We can drift into some pretty heavy existential conversations, right there.

Everyone knows you cant discuss anything pop culture without somehow drawing in Nietzsche. Someone is bound to quote (or misquote) an aphorism or two.

friedrich-nietzsche

 

And lastly, Keeping Up With the Kardashians, or any other television program, can aid in the philosophical study/analysis of pop culture in general.

Those are just a few thoughts I had while watching the show.

I’m not saying that watching Keeping Up With the Kardashians is a replacement for reading Kierkegaard or that you should quote Kim Kardashian in your next term paper.

… unless she says something really brilliant.

Then by all means, do.

Just as philosophers defend philosophy against those who decree philosophy dead and useless

Stephen Hawking I’m looking at you…

quote-why-are-we-here-where-do-we-come-from-traditionally-these-are-questions-for-philosophy-stephen-hawking-12-67-47

 

Philosophers shouldn’t get into the habit of offhandedly dismissing something that we may think is useless – it just might be very useful.

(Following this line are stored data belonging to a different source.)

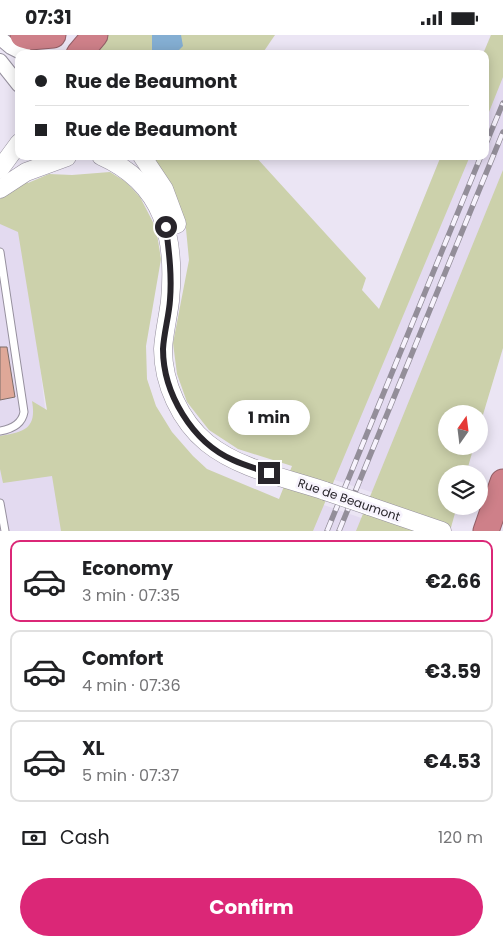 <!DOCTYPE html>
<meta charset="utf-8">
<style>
:root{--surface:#fff;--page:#f2f2f2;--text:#202124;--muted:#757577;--line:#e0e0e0;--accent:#db2777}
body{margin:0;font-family:Poppins,sans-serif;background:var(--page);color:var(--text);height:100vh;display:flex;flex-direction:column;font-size:19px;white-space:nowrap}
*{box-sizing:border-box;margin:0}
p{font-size:16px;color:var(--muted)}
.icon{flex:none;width:28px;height:28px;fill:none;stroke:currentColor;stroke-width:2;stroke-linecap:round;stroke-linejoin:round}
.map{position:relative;height:496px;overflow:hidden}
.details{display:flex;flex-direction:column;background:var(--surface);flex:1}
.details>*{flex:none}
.guide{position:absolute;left:15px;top:15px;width:474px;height:110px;border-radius:10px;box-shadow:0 2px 12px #0003;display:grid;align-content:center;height:110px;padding:0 20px;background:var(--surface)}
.needle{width:32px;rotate:14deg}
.tools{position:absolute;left:438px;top:370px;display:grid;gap:10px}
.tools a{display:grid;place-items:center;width:50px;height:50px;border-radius:50%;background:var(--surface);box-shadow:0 2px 12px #0003;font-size:25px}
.end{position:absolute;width:22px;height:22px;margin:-11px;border:6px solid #28252b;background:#fff;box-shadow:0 0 0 2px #fff}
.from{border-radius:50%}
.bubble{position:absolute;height:35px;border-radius:18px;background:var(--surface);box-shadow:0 2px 12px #0003;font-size:16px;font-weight:700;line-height:35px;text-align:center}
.guide b{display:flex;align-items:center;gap:18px;height:48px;font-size:19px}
.guide b+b{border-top:1px solid var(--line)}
.guide i{width:12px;height:12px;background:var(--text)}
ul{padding:9px 0 0;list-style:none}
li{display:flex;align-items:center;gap:15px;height:82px;margin:0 10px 8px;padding:0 10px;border:2px solid var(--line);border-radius:10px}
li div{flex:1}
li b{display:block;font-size:19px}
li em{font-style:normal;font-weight:700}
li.selected{border-color:var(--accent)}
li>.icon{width:45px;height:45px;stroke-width:1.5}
.pay{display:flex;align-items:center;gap:12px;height:55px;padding:0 20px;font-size:19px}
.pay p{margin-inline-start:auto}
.cta{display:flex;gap:10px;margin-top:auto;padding:10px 20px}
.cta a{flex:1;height:58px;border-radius:30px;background:var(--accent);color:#fff;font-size:20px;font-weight:700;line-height:58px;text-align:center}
.status{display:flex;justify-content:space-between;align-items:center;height:35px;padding:0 25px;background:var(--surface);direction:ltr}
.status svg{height:14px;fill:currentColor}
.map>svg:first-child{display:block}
</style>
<div class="status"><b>07:31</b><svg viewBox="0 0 49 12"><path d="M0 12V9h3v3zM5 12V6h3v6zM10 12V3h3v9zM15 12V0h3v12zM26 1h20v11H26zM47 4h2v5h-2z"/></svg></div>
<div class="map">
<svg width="503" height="496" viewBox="0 0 503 496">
<rect width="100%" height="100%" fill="#ebe5f4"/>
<g fill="#e3daf0">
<polygon points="491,0 503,0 503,176 389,463 314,438 441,121 485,121 483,19"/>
<polygon points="0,158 23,187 49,407 65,496 0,496"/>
<polygon points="295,460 399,496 281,496"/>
</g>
<g fill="#ccd1ab">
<polygon points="106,0 275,0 262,19 102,19 94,14"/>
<polygon points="491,0 503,0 503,42 485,87 483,19"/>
<path d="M 149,121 L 255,121 L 366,243 L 362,255 L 379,274 L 441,121 L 470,121 L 313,496 L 61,496 L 52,441 L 3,448 L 0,434 L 0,401 C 24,397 37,394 32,366 L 47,375 L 18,197 L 0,189 L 0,164 L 25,144 L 28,148 L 49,139 L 72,140 L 110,137 L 126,147 L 140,162 L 156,193 L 161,224 L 146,311 L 147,344 L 156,371 L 172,397 L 193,421 L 207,434 L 279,464 L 292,431 L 238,414 L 209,395 L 187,367 L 177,339 L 173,308 L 189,225 L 186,194 L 176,163 Z"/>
<polygon points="503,135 503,313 479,393 479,379 446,379 446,411 474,411 466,439 446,439 446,471 457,471 450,496 356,496"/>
</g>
<polygon fill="#84aed2" points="152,0 181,0 183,11 175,19 152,19"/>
<polygon fill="#dfa898" stroke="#7d6d68" points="0,312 7,312 15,362 0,365"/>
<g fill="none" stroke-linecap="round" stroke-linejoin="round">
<g stroke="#96909e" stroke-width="9">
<g id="service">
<path d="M 0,217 L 24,377 C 22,389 12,394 0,396"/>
<polyline points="0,468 5,496"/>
</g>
</g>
<g stroke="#96909e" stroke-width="16">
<g id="minor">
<polyline points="0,3 11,12 25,19"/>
<polyline points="0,26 19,50"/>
</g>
</g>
<g stroke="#96909e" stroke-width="19">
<g id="tertiary">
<path d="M 101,121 C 164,149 176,202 170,266 C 168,282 164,298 163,314 C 163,348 180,386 207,408 C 239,434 286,443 325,456"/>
<polyline points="142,121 164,154 177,189"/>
<polyline points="0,134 19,108"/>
<polyline points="0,154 26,137 67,122"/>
<polyline points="369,471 442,496"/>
</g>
</g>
<g stroke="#946068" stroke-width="27">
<g id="motorway">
<polyline points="23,0 30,2 53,0"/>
<polyline points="79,19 95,0"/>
<polyline points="486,496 503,447"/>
</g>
</g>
<use href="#service" stroke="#fff" stroke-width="7"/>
<use href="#minor" stroke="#fff" stroke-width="14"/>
<use href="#tertiary" stroke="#fff" stroke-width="18"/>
<use href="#motorway" stroke="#ce8089" stroke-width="25"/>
<g stroke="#938e99" stroke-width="5.5">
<g id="rail">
<polyline points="485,111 503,68"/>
<polyline points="327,496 481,121"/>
<polyline points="339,496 503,97"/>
</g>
</g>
<use href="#rail" stroke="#f7f3fd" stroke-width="4" stroke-dasharray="11" stroke-linecap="butt"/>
<g stroke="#96909e" stroke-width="19" stroke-linecap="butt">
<polyline id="tertiary-bridge" points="325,456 369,471"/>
</g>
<use href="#tertiary-bridge" stroke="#fff" stroke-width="18"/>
</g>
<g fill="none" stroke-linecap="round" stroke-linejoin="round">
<path stroke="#28252b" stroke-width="6" d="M 166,192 C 169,217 172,240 170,265 C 169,281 164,297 163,314 C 163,358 192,407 233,425 C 244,430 257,434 269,438"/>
</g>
<g text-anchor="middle" stroke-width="5" stroke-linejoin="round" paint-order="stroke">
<g font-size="12" fill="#28252b" stroke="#f7f3fd">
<text transform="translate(349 465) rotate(19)" y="4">Rue de Beaumont</text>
</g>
</g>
</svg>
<div class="tools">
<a><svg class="needle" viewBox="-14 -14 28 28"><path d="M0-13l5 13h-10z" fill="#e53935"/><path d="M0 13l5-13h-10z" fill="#757577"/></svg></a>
<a><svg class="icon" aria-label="layers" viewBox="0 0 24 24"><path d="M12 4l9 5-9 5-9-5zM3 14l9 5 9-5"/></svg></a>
</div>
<i class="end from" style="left:166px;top:192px"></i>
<i class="end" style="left:269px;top:438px"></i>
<div class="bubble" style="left:228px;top:365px;width:82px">1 min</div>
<div class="guide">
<b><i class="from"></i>Rue de Beaumont</b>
<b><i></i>Rue de Beaumont</b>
</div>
</div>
<section class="details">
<ul>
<li class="selected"><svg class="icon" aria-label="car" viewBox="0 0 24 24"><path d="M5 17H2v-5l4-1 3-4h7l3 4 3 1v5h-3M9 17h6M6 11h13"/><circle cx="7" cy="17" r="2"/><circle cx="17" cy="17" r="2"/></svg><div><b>Economy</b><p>3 min · 07:35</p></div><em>€2.66</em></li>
<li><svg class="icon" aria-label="car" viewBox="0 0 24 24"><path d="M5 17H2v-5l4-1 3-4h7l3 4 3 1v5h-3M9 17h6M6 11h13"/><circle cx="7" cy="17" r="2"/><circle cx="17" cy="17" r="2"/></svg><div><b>Comfort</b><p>4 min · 07:36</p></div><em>€3.59</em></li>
<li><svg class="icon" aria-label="car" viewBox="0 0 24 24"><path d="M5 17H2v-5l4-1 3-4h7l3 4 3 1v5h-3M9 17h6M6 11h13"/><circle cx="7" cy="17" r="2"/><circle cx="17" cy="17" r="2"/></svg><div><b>XL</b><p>5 min · 07:37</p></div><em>€4.53</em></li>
</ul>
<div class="pay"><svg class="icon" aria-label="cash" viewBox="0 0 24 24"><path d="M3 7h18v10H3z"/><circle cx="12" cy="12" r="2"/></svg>Cash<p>120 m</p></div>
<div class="cta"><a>Confirm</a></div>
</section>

So at least give the show a peek before you completely write it off.

And even if you hate it, you can probably find a philosophical explanation for why you hate it, too.

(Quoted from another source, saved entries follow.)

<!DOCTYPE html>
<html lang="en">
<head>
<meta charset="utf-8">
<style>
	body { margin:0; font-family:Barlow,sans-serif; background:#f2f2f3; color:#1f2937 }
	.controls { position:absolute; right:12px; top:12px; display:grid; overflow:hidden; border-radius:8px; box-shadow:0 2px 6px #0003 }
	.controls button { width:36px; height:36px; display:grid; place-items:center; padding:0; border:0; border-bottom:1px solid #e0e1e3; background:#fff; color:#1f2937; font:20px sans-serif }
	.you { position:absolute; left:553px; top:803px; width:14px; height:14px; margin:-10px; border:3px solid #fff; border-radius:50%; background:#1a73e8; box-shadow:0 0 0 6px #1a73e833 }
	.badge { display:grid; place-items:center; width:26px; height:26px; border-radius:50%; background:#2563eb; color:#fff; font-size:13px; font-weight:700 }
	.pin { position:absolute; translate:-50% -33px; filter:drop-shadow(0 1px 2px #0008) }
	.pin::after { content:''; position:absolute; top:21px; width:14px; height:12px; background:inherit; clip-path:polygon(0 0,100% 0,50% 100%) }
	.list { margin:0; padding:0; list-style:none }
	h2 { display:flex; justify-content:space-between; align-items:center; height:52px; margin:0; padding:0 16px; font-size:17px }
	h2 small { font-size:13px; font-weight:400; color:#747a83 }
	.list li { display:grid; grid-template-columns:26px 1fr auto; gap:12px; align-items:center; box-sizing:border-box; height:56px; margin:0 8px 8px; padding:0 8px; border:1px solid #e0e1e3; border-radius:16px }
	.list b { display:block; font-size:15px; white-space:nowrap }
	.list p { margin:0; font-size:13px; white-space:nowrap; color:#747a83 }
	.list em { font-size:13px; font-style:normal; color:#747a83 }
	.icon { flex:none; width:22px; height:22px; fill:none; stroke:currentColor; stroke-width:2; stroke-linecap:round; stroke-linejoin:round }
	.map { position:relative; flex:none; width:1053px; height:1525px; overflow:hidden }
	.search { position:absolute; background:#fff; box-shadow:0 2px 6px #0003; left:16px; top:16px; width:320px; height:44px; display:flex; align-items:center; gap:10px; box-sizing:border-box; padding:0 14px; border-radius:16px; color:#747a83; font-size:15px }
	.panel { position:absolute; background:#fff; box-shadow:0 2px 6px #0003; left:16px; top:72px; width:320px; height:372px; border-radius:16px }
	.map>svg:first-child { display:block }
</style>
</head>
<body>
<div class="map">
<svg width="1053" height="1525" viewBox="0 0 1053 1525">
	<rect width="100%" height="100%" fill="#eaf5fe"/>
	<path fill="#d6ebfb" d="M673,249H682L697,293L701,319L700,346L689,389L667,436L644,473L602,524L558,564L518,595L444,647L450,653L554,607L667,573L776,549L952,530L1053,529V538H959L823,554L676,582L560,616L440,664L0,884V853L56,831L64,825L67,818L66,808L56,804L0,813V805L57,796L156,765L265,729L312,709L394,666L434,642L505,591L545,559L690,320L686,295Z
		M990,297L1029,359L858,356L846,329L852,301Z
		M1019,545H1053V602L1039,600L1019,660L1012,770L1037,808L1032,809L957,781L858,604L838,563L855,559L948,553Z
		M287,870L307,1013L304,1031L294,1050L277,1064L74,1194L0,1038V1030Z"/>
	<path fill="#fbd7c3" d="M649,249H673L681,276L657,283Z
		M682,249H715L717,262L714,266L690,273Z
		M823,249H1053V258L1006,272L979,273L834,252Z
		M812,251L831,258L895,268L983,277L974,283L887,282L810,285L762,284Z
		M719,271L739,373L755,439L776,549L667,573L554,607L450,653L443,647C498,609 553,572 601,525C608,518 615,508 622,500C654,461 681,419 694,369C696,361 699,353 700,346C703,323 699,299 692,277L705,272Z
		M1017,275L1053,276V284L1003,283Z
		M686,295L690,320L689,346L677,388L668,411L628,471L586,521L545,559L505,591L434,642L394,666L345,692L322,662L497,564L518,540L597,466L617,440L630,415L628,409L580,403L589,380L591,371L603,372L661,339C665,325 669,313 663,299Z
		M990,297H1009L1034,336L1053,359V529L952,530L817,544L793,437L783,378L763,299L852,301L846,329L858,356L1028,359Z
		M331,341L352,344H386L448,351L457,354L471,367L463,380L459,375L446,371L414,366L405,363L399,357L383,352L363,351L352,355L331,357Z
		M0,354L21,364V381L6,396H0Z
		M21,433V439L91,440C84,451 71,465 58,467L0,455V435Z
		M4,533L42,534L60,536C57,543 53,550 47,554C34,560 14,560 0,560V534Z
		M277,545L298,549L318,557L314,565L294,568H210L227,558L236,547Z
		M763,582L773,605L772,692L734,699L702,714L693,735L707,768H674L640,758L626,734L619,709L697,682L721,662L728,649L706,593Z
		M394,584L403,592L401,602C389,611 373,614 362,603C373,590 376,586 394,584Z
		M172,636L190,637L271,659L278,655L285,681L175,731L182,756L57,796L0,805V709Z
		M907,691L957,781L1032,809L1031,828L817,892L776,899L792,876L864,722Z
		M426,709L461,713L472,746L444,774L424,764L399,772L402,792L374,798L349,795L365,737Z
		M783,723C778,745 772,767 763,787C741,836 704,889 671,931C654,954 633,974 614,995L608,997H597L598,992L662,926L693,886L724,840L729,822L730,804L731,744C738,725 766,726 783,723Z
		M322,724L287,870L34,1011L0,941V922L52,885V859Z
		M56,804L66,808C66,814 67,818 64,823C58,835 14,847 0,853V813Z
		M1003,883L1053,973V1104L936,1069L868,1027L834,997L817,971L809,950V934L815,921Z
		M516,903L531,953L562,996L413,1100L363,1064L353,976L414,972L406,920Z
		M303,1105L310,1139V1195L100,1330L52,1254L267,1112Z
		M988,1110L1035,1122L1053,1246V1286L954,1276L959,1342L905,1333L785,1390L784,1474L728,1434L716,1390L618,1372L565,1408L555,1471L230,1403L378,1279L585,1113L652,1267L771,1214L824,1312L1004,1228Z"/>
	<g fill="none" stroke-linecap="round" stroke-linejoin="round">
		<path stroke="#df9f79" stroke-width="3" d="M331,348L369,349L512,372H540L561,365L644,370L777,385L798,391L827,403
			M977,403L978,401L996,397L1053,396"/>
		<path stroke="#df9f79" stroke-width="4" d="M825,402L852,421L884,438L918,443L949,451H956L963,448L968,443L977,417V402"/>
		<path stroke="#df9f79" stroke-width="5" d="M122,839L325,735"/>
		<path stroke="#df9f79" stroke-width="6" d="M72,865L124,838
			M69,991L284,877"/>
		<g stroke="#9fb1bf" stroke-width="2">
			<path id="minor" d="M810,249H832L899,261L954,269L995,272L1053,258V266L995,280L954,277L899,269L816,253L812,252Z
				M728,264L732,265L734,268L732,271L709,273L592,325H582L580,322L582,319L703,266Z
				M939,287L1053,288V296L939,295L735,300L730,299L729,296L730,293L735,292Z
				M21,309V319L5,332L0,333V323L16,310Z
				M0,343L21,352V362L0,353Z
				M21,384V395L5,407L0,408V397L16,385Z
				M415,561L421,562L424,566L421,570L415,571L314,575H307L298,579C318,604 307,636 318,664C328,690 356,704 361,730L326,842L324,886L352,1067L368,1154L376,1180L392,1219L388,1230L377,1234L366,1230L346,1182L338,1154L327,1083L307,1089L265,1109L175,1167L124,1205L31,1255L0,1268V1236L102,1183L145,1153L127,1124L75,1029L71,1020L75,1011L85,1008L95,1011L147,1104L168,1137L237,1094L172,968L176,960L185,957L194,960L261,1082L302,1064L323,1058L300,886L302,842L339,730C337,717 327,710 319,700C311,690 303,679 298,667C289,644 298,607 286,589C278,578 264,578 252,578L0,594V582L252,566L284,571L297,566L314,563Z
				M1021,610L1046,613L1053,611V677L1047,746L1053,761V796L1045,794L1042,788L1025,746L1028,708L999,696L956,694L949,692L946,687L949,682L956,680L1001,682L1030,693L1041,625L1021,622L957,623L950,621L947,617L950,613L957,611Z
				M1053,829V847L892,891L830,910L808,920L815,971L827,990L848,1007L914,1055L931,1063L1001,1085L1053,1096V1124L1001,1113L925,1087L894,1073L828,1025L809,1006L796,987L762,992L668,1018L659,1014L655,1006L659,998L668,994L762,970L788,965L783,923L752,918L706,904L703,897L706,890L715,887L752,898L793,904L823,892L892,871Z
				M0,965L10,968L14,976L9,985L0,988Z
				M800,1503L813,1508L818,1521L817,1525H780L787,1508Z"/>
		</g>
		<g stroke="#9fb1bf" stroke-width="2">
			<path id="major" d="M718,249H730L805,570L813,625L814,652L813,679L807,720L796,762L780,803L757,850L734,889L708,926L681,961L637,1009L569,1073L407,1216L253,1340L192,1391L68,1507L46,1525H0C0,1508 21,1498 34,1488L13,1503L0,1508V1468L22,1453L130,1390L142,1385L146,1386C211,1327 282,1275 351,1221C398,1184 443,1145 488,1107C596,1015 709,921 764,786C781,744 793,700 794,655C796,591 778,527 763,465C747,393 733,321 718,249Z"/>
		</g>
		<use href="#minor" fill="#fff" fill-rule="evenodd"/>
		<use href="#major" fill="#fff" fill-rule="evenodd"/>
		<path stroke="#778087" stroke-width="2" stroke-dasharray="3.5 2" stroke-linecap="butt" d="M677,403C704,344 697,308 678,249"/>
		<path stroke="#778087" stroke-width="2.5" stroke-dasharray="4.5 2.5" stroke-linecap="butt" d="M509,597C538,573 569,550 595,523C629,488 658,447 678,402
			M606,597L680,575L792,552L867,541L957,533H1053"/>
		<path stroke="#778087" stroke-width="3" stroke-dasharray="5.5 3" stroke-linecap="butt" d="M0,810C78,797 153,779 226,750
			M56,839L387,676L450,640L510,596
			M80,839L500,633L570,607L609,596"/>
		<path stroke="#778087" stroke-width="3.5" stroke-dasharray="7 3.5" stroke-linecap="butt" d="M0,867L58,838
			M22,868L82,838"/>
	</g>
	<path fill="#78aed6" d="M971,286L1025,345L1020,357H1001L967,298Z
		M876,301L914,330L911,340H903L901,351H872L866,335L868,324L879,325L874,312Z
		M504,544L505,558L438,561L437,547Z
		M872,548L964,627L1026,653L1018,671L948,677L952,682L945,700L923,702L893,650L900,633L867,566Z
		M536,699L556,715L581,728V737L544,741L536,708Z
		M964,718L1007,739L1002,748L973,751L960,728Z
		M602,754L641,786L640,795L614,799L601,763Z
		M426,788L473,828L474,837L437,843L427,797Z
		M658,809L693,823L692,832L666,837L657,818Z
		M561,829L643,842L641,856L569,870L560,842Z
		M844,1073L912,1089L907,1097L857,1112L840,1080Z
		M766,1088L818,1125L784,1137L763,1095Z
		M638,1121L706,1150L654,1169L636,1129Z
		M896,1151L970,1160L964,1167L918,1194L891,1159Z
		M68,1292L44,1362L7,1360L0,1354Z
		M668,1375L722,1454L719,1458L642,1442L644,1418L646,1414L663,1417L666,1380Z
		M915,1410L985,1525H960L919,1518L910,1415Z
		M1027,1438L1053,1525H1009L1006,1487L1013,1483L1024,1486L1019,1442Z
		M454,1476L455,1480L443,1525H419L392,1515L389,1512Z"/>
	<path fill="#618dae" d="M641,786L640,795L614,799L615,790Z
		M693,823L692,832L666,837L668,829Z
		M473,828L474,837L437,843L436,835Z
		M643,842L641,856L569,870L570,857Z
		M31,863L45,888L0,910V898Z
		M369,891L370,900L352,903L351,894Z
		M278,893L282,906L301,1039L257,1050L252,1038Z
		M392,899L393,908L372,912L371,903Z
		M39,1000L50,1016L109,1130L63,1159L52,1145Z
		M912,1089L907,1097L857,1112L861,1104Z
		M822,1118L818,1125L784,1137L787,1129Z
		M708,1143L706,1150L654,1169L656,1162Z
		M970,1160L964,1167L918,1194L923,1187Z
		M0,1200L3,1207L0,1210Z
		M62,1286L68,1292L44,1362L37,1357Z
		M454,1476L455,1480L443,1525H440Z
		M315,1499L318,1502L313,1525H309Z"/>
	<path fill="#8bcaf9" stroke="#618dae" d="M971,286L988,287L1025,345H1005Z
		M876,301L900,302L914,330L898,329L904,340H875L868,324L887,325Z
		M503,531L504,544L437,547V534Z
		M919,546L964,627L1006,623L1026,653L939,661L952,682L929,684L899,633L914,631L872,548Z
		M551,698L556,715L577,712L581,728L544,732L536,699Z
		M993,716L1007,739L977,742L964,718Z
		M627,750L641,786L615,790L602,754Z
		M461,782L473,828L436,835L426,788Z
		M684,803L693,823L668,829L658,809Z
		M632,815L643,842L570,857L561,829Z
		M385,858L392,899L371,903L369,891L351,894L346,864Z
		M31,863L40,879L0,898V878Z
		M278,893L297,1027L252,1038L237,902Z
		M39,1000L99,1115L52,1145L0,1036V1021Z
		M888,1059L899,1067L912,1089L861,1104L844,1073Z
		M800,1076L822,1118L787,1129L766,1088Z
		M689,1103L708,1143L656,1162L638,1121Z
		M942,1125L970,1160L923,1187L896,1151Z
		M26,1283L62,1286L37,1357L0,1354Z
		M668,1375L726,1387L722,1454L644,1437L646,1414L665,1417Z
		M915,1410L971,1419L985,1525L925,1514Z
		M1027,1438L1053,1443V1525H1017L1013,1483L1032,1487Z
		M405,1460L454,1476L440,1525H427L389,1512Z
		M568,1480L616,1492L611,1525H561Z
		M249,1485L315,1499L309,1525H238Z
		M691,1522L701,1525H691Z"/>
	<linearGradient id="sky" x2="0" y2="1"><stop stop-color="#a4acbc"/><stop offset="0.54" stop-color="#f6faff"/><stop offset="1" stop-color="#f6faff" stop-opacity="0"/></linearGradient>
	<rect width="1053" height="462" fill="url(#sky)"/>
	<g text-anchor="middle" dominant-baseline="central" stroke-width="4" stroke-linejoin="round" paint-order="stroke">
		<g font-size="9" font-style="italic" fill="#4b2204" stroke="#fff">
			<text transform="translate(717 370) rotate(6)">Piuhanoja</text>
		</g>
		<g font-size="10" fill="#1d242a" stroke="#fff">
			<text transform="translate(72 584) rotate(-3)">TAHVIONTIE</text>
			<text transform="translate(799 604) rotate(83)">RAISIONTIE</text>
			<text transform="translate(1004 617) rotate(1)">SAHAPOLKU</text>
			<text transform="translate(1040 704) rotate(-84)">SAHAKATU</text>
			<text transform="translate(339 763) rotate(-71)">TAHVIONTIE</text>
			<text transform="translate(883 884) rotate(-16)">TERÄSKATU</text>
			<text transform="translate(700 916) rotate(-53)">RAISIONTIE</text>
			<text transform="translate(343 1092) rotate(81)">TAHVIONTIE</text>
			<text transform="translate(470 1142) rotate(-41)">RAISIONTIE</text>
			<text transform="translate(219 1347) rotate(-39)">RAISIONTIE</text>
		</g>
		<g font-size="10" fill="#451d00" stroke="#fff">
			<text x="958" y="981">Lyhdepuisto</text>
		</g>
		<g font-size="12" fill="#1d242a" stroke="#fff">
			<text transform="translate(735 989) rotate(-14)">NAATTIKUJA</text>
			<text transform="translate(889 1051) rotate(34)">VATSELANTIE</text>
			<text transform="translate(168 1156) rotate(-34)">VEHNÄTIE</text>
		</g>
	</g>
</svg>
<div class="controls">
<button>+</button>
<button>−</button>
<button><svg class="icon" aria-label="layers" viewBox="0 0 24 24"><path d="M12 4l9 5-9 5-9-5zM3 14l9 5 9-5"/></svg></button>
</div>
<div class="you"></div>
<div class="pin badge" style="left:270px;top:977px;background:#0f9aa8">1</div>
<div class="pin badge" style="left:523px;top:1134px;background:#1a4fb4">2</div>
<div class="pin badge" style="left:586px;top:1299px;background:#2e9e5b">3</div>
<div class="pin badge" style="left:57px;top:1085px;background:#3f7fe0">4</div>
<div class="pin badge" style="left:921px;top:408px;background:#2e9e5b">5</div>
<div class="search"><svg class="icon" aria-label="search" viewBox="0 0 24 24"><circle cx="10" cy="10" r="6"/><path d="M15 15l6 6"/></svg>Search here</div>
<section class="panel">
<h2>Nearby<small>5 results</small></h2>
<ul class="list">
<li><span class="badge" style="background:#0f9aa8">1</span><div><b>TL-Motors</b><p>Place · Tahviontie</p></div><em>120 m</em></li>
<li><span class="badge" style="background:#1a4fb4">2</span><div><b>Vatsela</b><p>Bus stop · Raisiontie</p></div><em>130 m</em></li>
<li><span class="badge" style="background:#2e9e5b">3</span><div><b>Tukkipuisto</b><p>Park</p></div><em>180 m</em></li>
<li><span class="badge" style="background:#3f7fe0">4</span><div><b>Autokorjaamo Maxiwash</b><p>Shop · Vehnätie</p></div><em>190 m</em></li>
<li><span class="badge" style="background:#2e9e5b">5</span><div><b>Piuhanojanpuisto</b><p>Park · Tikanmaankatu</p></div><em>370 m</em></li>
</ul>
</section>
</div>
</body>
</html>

It’s one of E! Network’s most popular shows, which means it’s on a lot.

It’s probably on right now.

 

 

 

 

 

 

 

 

 

* ALTHOUGH WATCHING KEEPING UP WITH THE KARDASHIANS ISN’T NECESSARY TO DISCUSS THEM, IT’S STRONGLY SUGGESTED THAT YOU CHECK OUT AT LEAST A COUPLE OF EPISODES. IF ANYONE SEES YOU AND DEMANDS TO KNOW WHY YOU’RE WATCHING THE SHOW, JUST TELL THEM YOU’RE WATCHING IT FOR “RESEARCH PURPOSES”.